Machine learning and artificial intelligence (AI) are revolutionizing how we live, work, play, and drive. Self-driving cars, the algorithm that beat a Go grandmaster and advances in finance are just the tip of the iceberg of a wide range of applications now having a significant impact on society. AI is also making waves in scientific research. A key attraction of these algorithms is that they can be trained with pre-classified data (e.g., images of handwritten letters) and be applied to classify a much wider range of data.

In the field of condensed matter physics, recent work by Carrasquilla and Melko (Nature Physics (2017) 13, 431-434) has shown that neural networks, the same kind of AI used to interpret handwriting, could be used to distinguish different phases of matter (e.g., gas, liquid and solids) in simple physical models. They studied the Ising model, the simplest model for the emergence of magnetism in materials. A lattice of atoms with a spin (up or down) has an energy that depends on the relative alignment of adjacent spins. Depending on the conditions, these spins can line up into a ferromagnetic phase (like iron) or assume random directions in a paramagnetic phase. Usually, studies of this kind of system involve analyzing some averaged quantity (e.g., the sum of all the spins). The fact that an entire microscopic configuration can be used to classify a phase presented a genuine paradigm shift.

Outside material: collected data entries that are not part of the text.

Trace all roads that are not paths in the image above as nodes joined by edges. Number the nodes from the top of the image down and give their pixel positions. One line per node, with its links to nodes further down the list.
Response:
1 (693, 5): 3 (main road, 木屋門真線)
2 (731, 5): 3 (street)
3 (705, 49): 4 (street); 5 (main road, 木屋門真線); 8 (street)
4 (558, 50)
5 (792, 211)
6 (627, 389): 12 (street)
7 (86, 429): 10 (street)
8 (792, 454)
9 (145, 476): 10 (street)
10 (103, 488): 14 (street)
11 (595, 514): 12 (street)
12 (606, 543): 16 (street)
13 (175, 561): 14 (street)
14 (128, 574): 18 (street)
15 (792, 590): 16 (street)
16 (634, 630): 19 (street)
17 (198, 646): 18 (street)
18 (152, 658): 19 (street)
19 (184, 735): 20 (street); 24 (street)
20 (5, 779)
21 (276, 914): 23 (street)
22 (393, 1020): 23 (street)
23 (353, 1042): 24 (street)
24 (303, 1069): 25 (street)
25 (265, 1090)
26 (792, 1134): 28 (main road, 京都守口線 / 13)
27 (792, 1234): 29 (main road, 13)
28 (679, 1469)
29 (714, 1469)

Now, a team led by Professors Hiroyuki Mori and Yutaka Okabe of Tokyo Metropolitan University are collaborating with the Bioinformatics Institute in Singapore to take this approach to the next level. In its existing form, the method of Carrasquilla and Melko cannot be applied to more complex models than the Ising model. For instance, take the q-state Potts model, where atoms can take one of q states instead of just "up" or "down." Though it also has a phase transition, telling the phases apart is not trivial. In fact, in the case of a five-state model, there are 120 states that are physically equivalent. To help an AI tell the phases apart, the team gave it more microscopic information, specifically, how the state of a particular atom relates to the state of another atom some distance away, or how the spins correlate over separation. Having trained the AI with many of these correlation configurations for three- and five-state Potts models, they found that it could correctly classify phases and identify the temperature where the transition took place. The researchers could also correctly account for the number of points in their lattice, the finite-size effect.

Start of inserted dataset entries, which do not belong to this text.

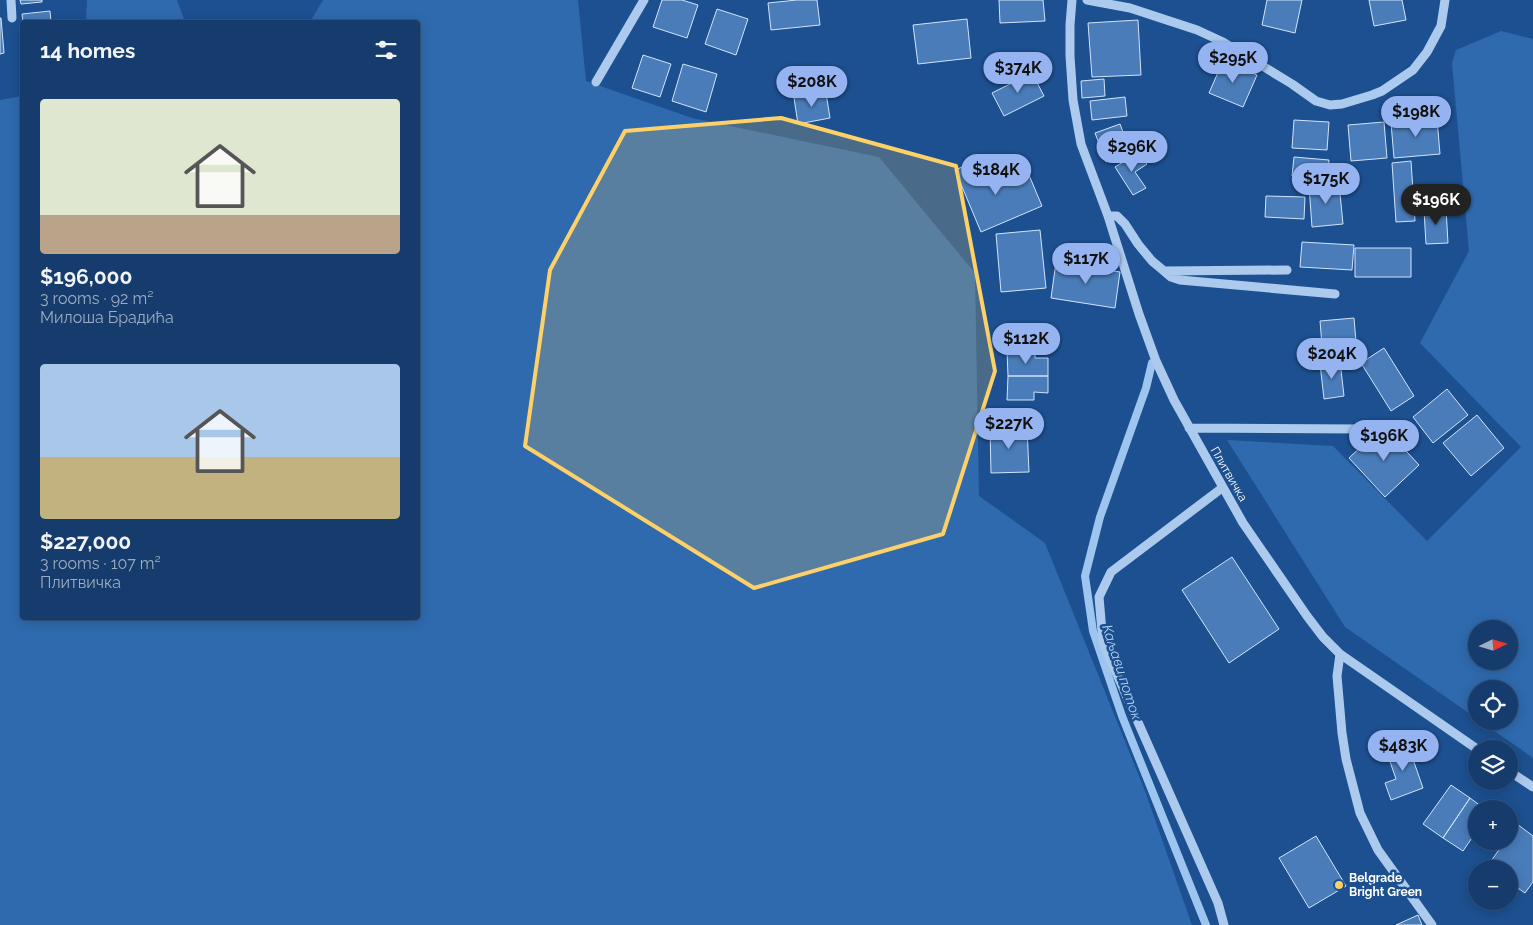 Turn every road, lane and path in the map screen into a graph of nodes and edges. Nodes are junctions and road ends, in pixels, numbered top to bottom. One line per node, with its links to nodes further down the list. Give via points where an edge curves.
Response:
1 (11, 0): 6 (street)
2 (644, 0): 7 (street)
3 (1072, 0): 8 (street, Плитвичка, via 1070,49 1075,108 1082,144)
4 (1087, 0): 5 (street, via 1130,8 1198,30 1223,42 1316,101 1342,104 1382,91 1413,70 1441,26)
5 (1445, 0)
6 (12, 18)
7 (596, 82)
8 (1108, 216): 10 (street, via 1117,216 1152,261); 12 (street, Плитвичка, via 1153,352 1167,388)
9 (1287, 270): 10 (street)
10 (1164, 271): 11 (street, via 1180,280)
11 (1335, 294)
12 (1189, 428): 13 (street); 14 (street, Плитвичка)
13 (1362, 429)
14 (1222, 488): 15 (street, Плитвичка, via 1307,616); 19 (street, via 1111,572 1099,597 1103,642 1218,903)
15 (1340, 654): 16 (street, Плитвичка); 20 (street, via 1337,676 1342,733 1360,813 1378,850)
16 (1468, 743)
17 (1518, 777): 18 (street)
18 (1533, 787)
19 (1224, 925)
20 (1432, 925)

Having demonstrated that their method works, they tried the same approach on a q-state clock model, where spins adopt one of q orientations on a circle. When q is greater than or equal to five, there are three phases that the system can take: an ordered low-temperature phase, a high-temperature phase, and a phase in between known as the Berezinskii-Kosterlitz-Thouless (BKT) phase, the investigation of which won John M. Kosterlitz, David J. Thouless and Duncan Haldane the 2016 Nobel Prize for Physics. They successfully trained an AI to tell the three phases apart with a six-state clock model. When they applied it to configurations from a four-state clock model, in which only two phases are expected, they discovered that the algorithm could classify the system as being in a BKT phase near the phase transition. This demonstrates that there is a deep connection between the BKT phase and the critical phase arising at the smooth 'second-order' phase transition point in the four-state system.

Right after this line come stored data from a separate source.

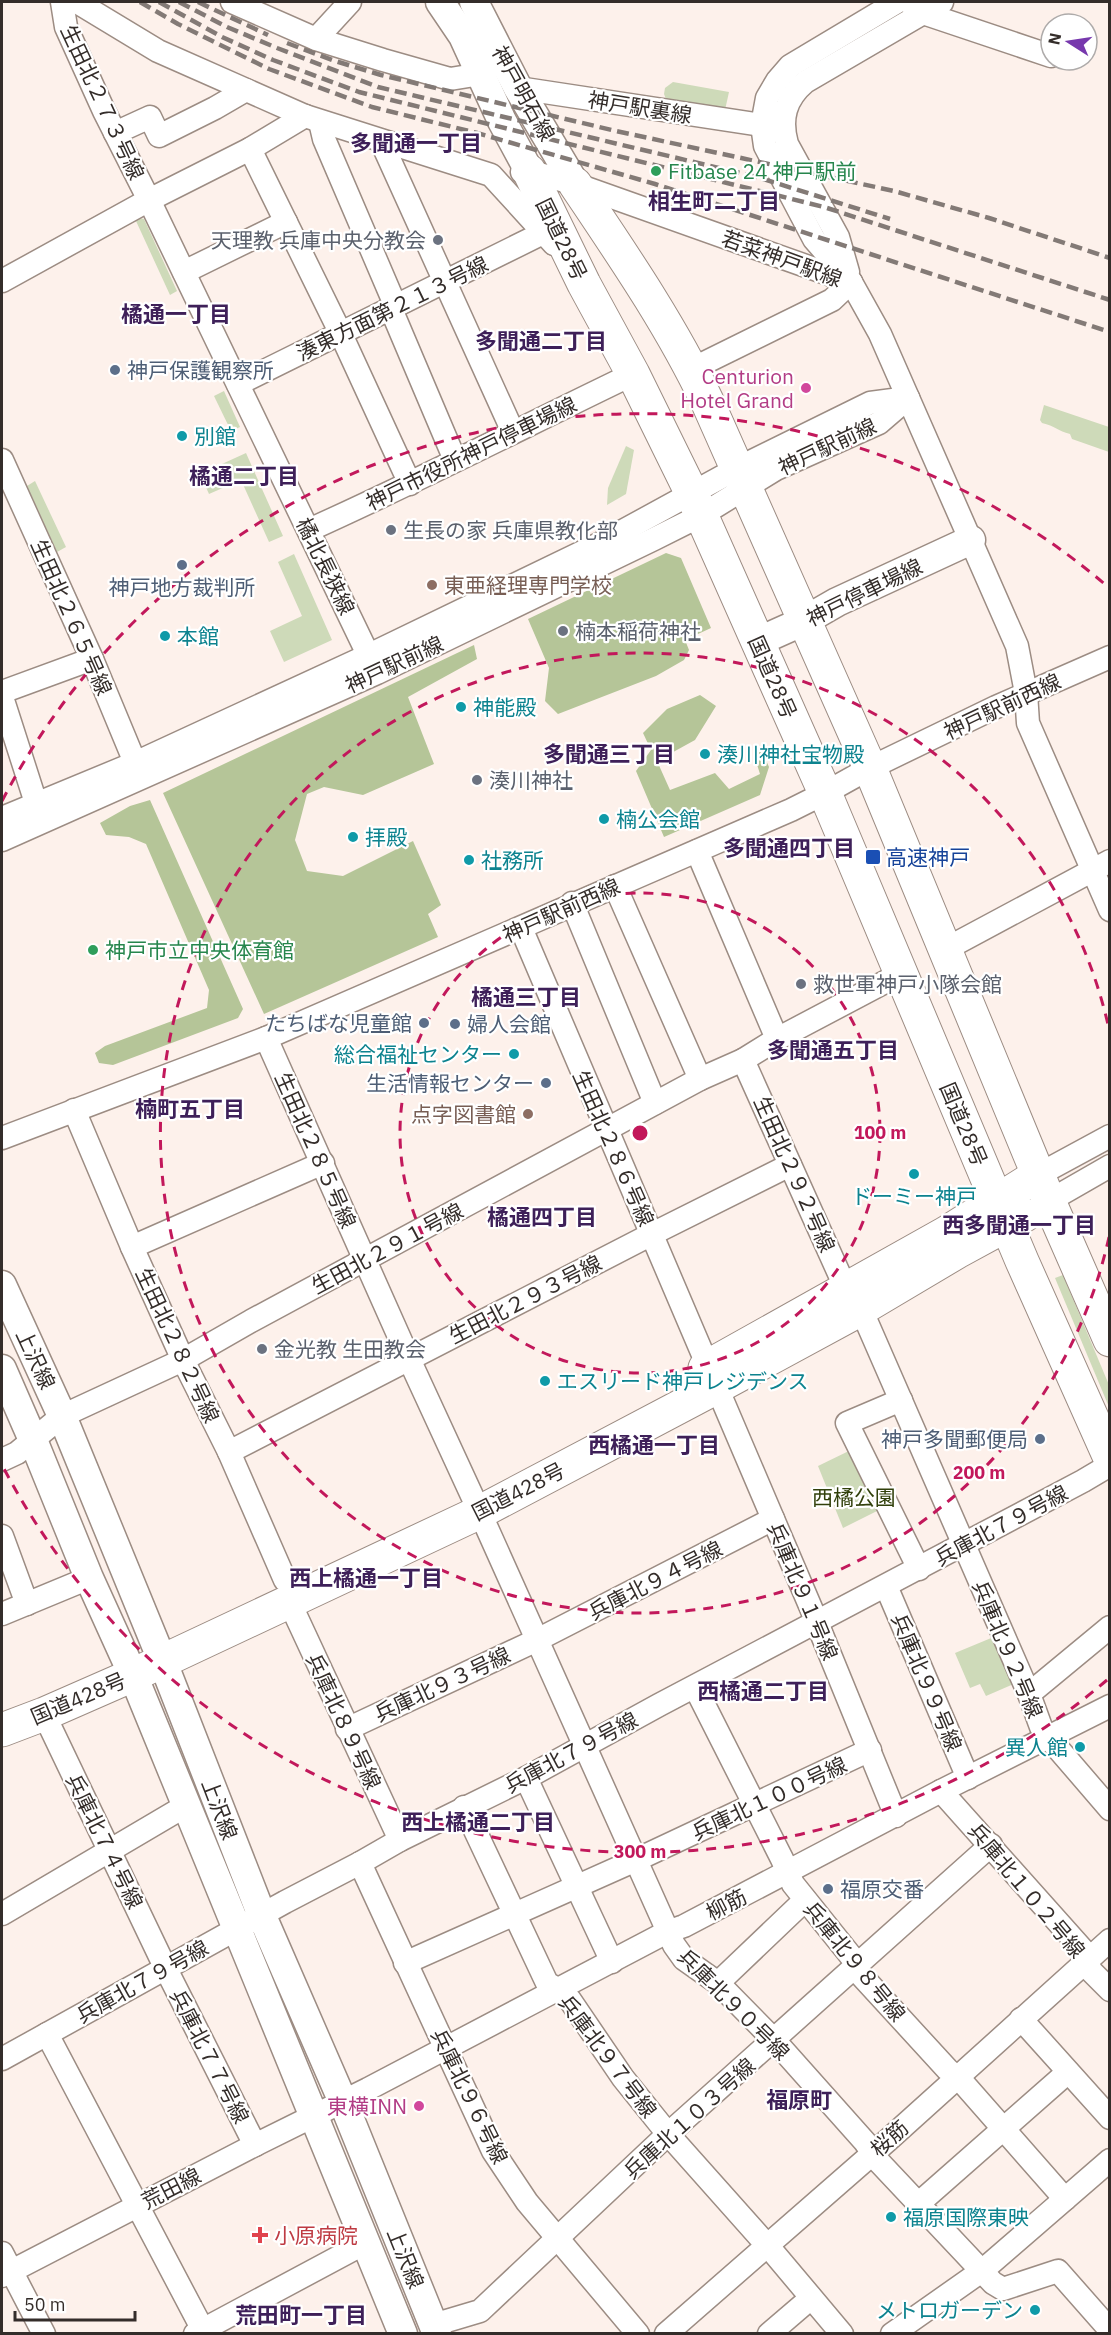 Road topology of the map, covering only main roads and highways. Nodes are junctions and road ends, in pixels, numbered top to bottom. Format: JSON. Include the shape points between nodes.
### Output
{"nodes":[{"id":1,"x":440,"y":2,"type":"edge"},
{"id":2,"x":474,"y":2,"type":"edge"},
{"id":3,"x":529,"y":171,"type":"joint"},
{"id":4,"x":575,"y":184,"type":"joint"},
{"id":5,"x":971,"y":540,"type":"road end"},
{"id":6,"x":804,"y":621,"type":"junction"},
{"id":7,"x":757,"y":642,"type":"junction"},
{"id":8,"x":1043,"y":1188,"type":"junction"},
{"id":9,"x":1002,"y":1213,"type":"junction"},
{"id":10,"x":2,"y":1285,"type":"edge"},
{"id":11,"x":1110,"y":1340,"type":"edge"},
{"id":12,"x":2,"y":1369,"type":"edge"},
{"id":13,"x":1110,"y":1458,"type":"edge"},
{"id":14,"x":158,"y":1652,"type":"junction"},
{"id":15,"x":129,"y":1666,"type":"junction"},
{"id":16,"x":2,"y":1706,"type":"edge"},
{"id":17,"x":2,"y":1730,"type":"edge"},
{"id":18,"x":435,"y":2329,"type":"edge"},
{"id":19,"x":403,"y":2334,"type":"edge"}],
"edges":[{"from":1,"to":3,"type":"main road","name":"神戸明石線","via":[[463,36]]},
{"from":2,"to":4,"type":"main road","name":"神戸明石線","via":[[518,88]]},
{"from":3,"to":7,"type":"highway","name":"国道28号","via":[[633,374]]},
{"from":4,"to":6,"type":"highway","name":"国道28号","via":[[692,369]]},
{"from":5,"to":6,"type":"main road","name":"神戸停車場線"},
{"from":6,"to":7,"type":"main road","name":"神戸停車場線"},
{"from":6,"to":8,"type":"highway","name":"国道28号","via":[[870,768]]},
{"from":7,"to":9,"type":"highway","name":"国道28号"},
{"from":8,"to":9,"type":"highway","name":"国道428号"},
{"from":8,"to":11,"type":"highway","name":"国道28号"},
{"from":9,"to":13,"type":"highway","name":"国道28号"},
{"from":9,"to":14,"type":"highway","name":"国道428号","via":[[957,1252],[854,1299],[475,1502]]},
{"from":10,"to":14,"type":"main road","name":"上沢線","via":[[62,1416]]},
{"from":12,"to":15,"type":"main road","name":"上沢線","via":[[88,1578]]},
{"from":14,"to":15,"type":"highway","name":"国道428号"},
{"from":14,"to":18,"type":"main road","name":"上沢線","via":[[262,1916]]},
{"from":15,"to":16,"type":"highway","name":"国道428号","via":[[80,1677]]},
{"from":15,"to":17,"type":"highway","name":"国道428号","via":[[44,1714]]},
{"from":15,"to":19,"type":"main road","name":"上沢線"}]}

The method presented by the team is generally applicable to a wide range of scientific problems. A key part of physics is universality, identifying traits in seemingly unrelated systems or phenomena that give rise to unified behavior. Machine learning is uniquely suited to tease these features out of the most complex models and systems, letting scientists take a peek at the deep connections that govern nature and our universe.